Each line of the records below that contains "Milazzo" needs to be copied.

━━━━━ THE DATA ━━━━━

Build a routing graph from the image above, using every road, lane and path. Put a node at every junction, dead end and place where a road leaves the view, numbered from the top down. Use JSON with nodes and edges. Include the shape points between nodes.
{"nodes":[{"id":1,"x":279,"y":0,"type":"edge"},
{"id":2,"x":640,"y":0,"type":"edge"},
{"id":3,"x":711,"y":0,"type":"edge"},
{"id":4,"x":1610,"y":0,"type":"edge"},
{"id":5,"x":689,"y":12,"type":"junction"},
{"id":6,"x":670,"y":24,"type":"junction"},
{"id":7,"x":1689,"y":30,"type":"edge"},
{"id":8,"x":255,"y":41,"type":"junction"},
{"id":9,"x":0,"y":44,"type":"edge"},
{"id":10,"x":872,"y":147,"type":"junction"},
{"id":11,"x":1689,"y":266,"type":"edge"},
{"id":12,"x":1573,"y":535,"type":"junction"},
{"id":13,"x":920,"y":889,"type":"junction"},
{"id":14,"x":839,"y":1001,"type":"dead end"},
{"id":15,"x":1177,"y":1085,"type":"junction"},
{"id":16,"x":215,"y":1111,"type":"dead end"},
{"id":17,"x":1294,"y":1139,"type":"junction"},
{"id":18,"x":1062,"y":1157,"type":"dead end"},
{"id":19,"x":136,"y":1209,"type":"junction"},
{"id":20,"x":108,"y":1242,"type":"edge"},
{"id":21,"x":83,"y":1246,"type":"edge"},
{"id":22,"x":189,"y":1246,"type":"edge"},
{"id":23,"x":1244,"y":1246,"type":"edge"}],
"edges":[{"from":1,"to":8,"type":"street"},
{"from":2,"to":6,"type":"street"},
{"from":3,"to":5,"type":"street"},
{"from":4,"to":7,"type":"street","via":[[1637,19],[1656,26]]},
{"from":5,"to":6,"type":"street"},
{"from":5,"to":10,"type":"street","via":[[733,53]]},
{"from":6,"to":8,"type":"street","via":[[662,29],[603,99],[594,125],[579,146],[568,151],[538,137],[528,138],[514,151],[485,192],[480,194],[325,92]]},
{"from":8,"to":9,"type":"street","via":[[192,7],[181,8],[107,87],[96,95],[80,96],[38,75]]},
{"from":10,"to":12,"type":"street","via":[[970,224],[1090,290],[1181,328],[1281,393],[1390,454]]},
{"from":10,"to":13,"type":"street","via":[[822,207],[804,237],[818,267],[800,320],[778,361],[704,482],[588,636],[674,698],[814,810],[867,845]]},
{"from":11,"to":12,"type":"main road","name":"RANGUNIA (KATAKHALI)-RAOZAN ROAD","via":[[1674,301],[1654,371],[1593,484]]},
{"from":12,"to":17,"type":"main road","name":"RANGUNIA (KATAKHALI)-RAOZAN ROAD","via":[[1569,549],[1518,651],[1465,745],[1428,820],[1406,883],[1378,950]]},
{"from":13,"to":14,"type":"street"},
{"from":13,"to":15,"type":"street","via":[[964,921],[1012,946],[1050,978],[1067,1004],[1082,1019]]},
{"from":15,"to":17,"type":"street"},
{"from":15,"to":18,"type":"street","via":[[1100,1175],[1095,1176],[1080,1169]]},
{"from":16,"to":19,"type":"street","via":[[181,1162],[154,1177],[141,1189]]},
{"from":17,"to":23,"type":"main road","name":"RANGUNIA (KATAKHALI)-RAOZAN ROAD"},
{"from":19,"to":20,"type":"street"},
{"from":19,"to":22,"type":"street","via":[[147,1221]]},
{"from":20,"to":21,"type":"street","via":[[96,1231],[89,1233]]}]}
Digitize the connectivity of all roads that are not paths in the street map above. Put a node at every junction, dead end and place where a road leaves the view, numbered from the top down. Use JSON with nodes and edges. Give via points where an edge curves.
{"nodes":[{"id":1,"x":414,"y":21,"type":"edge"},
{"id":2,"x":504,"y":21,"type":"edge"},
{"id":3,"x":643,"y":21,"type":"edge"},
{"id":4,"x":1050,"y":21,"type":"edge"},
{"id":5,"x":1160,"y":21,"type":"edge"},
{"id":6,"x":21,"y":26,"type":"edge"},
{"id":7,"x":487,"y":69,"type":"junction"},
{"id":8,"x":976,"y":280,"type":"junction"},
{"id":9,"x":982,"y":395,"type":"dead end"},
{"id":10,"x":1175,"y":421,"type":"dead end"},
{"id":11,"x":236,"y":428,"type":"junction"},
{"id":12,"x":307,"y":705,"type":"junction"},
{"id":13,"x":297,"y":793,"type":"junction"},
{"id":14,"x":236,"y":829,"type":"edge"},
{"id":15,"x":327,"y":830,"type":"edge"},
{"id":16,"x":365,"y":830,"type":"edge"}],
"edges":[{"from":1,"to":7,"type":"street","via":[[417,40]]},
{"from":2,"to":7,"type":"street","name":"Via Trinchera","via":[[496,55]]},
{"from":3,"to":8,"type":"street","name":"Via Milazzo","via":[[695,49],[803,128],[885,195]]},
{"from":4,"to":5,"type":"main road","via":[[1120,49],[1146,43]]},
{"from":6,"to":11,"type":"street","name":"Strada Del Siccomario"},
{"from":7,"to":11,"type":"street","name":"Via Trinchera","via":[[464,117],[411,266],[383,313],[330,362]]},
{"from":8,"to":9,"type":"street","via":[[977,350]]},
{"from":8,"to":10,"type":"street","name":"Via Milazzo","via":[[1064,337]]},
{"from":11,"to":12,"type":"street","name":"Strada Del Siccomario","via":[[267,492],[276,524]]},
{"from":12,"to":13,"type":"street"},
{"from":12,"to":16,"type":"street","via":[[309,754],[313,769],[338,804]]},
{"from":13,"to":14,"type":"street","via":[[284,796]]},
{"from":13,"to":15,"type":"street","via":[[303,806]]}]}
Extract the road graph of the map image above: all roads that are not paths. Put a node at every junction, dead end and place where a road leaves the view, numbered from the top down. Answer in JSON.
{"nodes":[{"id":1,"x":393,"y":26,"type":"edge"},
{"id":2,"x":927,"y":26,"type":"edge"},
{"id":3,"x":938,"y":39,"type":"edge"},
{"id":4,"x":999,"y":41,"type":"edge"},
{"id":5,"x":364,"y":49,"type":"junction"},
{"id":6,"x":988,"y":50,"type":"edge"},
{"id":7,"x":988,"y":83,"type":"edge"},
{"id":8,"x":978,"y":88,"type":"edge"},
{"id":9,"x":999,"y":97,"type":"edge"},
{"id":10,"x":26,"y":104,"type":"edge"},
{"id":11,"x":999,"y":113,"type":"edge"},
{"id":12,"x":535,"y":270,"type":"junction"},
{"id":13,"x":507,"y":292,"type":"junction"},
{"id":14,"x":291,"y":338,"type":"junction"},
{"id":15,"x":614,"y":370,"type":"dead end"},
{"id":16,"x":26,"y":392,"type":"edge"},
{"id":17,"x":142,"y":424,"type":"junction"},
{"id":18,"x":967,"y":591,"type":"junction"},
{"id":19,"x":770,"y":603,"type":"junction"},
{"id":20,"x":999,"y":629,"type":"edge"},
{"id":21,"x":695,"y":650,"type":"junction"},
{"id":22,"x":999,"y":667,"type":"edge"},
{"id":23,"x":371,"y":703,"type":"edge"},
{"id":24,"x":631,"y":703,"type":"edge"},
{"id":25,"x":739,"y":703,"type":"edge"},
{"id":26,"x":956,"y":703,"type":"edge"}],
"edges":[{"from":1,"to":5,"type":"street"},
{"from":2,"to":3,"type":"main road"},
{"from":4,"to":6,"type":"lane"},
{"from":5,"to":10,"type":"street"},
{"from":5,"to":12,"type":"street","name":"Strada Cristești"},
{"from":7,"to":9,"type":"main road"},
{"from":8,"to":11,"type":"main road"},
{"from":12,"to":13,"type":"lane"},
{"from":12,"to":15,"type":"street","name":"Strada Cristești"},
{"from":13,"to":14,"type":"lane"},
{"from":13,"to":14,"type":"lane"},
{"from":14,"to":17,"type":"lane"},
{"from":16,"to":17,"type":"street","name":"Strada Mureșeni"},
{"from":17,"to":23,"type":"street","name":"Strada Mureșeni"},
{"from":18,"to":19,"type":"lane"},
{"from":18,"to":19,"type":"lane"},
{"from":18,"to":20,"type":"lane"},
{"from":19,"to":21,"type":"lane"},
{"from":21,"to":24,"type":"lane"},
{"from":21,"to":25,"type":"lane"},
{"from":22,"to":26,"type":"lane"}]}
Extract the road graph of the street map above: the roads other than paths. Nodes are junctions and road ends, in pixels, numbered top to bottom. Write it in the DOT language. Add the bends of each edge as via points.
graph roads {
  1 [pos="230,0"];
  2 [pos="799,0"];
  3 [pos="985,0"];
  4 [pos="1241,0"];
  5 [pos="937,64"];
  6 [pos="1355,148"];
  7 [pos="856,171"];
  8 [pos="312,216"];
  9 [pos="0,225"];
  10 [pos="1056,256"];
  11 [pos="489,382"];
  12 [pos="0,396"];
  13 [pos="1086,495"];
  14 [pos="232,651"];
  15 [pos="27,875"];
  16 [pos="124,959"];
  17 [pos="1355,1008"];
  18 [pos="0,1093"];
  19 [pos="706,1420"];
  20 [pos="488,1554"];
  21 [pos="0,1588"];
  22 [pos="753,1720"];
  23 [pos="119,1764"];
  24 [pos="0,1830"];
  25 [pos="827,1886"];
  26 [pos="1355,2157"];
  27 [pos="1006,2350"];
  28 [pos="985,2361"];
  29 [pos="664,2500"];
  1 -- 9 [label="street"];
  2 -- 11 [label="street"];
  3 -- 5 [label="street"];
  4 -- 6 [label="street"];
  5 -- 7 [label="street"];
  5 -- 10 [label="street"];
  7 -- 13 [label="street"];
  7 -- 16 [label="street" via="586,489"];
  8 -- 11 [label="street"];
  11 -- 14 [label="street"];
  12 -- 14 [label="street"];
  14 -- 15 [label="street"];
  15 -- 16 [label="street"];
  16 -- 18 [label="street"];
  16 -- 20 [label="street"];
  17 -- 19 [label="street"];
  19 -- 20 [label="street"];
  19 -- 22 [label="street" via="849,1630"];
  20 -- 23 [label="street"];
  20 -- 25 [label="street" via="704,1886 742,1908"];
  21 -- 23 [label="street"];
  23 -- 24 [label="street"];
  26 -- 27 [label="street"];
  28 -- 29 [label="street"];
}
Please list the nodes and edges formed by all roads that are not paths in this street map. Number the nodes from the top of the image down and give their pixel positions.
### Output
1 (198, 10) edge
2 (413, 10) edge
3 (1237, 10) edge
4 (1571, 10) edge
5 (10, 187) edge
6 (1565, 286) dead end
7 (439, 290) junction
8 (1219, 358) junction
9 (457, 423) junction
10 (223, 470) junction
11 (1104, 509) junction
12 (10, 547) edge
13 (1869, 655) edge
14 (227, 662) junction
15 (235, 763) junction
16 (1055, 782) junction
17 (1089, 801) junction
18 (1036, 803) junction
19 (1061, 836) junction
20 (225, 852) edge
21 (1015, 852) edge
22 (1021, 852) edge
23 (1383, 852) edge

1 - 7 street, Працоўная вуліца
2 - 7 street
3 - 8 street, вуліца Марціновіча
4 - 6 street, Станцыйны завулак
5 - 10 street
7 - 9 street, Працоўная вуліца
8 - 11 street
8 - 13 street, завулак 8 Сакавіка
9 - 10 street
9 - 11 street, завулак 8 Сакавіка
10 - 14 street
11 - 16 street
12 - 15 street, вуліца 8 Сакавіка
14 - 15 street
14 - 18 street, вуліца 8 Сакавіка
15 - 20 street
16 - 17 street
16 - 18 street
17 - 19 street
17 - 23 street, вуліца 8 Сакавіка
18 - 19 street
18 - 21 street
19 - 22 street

━━━━━

**OUTPUT**:
{"from":3,"to":8,"type":"street","name":"Via Milazzo","via":[[695,49],[803,128],[885,195]]},
{"from":8,"to":10,"type":"street","name":"Via Milazzo","via":[[1064,337]]},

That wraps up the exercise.